CRISPR tiling screens are a powerful methodology whereby one or multiple target genes are saturated with single guide RNAs (sgRNAs) tiled along the coding region. Inhibitors targeting mitogen-activated protein kinase kinase 1 (MAP2K1/MEK1) have been developed as cancer treatments to counter the frequently aberrant mitogen activated protein kinase (MAPK) pathway. Here, we carried out drop-out and enrichment Cas9 tiling screens against the MAP2K1 gene to identify regions of biological relevance. In a novel drop-out screen, functional regions important for MAP2K1 ATP binding, kinase activation and protein-protein interaction were identified. In addition, surface regions including known cancer driver hotspots were also identified. In an enrichment screen, a novel region responsible for conferring drug resistance was observed. Interestingly, this novel region was identified in screens with three out of four inhibitors (selumetinib, trametinib, cobimetinib and binimetinib), the exception being trametinib.

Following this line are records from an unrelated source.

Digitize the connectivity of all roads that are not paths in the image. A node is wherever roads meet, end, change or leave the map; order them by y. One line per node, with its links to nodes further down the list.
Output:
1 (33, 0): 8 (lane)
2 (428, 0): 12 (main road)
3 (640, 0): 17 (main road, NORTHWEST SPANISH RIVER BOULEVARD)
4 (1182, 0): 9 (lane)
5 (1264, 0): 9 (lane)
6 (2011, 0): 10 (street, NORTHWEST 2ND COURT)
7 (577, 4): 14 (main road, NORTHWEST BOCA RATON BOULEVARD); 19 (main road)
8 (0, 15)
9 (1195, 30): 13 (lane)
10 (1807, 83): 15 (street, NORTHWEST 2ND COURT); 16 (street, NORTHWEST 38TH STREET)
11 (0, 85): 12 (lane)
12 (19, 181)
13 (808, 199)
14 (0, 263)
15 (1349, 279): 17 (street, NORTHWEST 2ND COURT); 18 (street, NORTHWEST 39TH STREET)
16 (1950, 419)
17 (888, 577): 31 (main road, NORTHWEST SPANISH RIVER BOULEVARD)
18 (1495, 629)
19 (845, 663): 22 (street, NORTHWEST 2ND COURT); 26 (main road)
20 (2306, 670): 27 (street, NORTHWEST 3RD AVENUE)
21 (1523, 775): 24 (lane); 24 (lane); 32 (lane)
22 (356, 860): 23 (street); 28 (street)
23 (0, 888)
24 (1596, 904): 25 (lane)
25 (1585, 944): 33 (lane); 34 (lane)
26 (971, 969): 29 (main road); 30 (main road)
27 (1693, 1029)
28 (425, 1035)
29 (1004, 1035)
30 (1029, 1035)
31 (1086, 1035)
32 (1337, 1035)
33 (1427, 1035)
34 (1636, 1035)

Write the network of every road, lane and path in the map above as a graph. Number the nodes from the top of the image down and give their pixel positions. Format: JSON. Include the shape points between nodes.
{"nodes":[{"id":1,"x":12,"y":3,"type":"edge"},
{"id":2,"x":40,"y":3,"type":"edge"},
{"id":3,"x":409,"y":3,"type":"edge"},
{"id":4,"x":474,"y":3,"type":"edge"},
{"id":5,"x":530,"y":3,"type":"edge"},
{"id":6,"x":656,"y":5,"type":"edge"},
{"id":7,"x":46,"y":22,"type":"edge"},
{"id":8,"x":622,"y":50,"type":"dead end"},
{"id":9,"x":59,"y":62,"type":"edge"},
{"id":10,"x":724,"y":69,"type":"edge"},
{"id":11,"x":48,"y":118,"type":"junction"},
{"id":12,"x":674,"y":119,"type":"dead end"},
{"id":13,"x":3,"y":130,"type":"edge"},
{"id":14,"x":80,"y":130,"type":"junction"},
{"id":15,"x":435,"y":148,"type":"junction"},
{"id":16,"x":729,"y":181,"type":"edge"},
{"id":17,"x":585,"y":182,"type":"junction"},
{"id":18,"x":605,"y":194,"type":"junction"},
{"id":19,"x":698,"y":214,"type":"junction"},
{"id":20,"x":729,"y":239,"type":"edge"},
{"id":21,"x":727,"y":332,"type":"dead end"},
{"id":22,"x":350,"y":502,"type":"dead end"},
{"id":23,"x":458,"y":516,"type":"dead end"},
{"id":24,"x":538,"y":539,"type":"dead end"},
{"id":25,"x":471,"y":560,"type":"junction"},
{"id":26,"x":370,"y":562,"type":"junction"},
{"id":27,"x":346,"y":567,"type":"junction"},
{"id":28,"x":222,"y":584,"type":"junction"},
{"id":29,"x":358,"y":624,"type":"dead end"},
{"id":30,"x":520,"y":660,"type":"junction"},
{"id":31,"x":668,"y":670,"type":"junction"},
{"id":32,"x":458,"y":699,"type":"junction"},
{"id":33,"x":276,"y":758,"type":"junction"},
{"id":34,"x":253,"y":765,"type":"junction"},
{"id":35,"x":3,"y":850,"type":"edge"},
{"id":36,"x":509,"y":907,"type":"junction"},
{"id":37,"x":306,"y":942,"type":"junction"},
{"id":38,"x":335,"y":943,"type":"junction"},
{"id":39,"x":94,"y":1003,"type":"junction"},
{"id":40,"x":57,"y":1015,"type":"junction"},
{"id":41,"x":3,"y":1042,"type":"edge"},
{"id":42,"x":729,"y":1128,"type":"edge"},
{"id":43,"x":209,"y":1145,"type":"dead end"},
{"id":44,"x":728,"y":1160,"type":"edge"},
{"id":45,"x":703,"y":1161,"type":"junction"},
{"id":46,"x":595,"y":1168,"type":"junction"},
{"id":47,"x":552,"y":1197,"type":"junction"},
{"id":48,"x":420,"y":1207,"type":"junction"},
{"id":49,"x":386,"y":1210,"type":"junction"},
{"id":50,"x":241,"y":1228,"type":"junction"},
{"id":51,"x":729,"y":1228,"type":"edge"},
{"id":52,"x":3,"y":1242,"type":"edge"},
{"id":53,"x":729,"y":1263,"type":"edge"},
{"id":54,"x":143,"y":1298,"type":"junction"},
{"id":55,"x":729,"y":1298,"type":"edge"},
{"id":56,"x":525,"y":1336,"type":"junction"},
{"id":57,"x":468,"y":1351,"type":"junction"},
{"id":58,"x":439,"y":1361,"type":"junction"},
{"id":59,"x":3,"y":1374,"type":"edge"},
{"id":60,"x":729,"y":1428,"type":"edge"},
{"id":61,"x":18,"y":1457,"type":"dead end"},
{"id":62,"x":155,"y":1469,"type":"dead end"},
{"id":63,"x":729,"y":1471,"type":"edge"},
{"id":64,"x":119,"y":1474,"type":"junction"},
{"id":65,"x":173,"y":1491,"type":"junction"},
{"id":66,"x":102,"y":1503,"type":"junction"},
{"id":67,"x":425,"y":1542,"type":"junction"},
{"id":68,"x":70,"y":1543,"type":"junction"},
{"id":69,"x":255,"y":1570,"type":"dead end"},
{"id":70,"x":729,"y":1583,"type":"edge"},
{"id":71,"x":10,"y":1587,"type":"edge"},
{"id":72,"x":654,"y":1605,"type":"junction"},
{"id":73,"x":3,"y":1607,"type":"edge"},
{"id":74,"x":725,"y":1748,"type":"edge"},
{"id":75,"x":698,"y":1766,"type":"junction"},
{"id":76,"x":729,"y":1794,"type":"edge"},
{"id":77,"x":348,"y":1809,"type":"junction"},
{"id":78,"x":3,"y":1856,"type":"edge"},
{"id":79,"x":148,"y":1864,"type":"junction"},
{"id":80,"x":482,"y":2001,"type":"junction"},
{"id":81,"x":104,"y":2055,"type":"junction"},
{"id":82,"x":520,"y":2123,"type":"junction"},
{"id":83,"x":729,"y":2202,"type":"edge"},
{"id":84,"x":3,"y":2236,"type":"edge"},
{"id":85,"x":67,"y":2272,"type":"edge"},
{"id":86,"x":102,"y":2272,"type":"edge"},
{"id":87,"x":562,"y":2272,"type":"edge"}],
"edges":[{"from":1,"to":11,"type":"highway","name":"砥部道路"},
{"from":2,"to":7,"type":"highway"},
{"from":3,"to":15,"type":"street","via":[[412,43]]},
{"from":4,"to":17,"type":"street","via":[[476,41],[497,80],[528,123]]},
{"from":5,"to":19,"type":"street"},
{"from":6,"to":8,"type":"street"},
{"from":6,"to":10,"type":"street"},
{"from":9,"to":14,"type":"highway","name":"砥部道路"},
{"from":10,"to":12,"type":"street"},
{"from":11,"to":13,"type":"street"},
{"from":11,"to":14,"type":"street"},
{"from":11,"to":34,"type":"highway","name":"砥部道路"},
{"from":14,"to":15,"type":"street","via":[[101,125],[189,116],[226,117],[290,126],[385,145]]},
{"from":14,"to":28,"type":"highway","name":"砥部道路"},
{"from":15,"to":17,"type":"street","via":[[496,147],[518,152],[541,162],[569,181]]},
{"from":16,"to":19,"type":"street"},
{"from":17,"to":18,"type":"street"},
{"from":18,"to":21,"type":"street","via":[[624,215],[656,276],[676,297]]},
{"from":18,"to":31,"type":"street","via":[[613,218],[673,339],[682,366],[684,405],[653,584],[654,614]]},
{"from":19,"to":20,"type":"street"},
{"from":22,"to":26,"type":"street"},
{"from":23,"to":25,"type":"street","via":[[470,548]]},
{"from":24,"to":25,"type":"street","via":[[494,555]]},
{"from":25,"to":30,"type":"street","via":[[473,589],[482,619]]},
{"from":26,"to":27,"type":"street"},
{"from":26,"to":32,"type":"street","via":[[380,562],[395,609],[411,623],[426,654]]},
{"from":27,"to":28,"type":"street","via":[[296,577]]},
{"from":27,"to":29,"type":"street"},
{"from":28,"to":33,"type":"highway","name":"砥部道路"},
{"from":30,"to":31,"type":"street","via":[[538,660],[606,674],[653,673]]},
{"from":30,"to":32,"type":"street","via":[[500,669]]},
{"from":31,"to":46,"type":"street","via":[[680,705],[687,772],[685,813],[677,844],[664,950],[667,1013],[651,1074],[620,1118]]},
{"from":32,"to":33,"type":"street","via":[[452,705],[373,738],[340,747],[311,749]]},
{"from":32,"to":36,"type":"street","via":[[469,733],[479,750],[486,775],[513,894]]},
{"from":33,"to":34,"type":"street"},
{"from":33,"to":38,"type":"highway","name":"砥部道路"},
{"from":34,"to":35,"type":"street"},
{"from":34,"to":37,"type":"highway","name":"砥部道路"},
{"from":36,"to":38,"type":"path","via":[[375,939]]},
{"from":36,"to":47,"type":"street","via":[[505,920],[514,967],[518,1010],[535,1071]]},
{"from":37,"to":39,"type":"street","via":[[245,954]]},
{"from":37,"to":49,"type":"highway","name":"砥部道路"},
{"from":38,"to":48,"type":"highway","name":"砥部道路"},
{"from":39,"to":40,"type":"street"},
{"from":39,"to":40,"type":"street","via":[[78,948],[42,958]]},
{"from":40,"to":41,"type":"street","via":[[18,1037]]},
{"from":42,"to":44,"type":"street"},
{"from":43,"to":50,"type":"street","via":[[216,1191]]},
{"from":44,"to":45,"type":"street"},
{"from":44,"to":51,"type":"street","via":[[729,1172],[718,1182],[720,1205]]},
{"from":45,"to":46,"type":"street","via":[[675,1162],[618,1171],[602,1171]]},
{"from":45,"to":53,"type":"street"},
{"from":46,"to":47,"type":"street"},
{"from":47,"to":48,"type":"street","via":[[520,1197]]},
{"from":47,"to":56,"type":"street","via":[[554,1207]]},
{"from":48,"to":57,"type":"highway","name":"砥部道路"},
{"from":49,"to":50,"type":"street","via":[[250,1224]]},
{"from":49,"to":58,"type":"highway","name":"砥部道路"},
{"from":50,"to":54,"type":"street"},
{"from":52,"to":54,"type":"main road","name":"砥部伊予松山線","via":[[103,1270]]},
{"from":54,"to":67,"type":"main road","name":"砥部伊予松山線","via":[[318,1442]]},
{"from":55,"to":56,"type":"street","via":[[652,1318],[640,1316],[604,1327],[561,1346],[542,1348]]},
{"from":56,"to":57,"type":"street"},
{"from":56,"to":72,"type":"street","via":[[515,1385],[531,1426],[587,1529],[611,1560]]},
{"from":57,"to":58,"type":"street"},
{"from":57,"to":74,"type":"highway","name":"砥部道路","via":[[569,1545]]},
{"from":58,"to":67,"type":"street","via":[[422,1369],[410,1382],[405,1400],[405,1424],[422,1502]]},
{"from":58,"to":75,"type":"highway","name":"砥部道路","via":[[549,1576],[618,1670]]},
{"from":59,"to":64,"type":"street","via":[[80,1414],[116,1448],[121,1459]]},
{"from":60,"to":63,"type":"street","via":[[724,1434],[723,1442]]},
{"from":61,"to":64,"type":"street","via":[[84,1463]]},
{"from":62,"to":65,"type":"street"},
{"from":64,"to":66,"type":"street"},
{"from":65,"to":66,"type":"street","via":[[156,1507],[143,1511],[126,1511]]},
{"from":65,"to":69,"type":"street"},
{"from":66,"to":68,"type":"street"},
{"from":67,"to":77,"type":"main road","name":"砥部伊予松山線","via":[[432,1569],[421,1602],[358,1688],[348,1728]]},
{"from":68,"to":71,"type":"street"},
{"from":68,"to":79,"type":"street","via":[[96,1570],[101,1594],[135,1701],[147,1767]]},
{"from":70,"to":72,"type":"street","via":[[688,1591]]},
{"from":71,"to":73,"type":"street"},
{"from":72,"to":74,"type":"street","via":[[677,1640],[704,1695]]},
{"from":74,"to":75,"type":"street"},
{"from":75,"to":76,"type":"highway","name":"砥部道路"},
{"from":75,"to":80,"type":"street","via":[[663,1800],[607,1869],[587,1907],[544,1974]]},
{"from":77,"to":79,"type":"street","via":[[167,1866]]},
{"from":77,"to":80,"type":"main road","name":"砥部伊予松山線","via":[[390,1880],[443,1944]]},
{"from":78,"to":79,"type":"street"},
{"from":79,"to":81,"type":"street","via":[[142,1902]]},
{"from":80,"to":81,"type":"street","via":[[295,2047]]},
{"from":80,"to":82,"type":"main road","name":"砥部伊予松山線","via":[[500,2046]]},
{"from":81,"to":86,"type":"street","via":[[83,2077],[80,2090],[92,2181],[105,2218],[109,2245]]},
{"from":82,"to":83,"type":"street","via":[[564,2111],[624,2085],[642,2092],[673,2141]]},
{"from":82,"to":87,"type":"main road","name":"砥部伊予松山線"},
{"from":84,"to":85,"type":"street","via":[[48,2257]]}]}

This may be relevant to the unique binding mode and mechanism of action of trametinib, with further validation ongoing. In addition, regions at the N-terminus inhibitory helix and at the R201 loop, where mutations are known to confer resistance, were identified in the screens with all four drugs. All these regions were mapped to primary protein sequence and to PDB 3D structures. Gene editing outcomes at the resistance regions were deconvoluted. Our data demonstrate that CRISPR tiling drop-out screens can identify protein functional regions for cancer cell viability, including surface regions potentially useful for fragment or structure-based drug discovery. In enrichment screens, regions and mutations which modulate drug resistance can be identified to increase our understanding of the underlying mechanisms of action.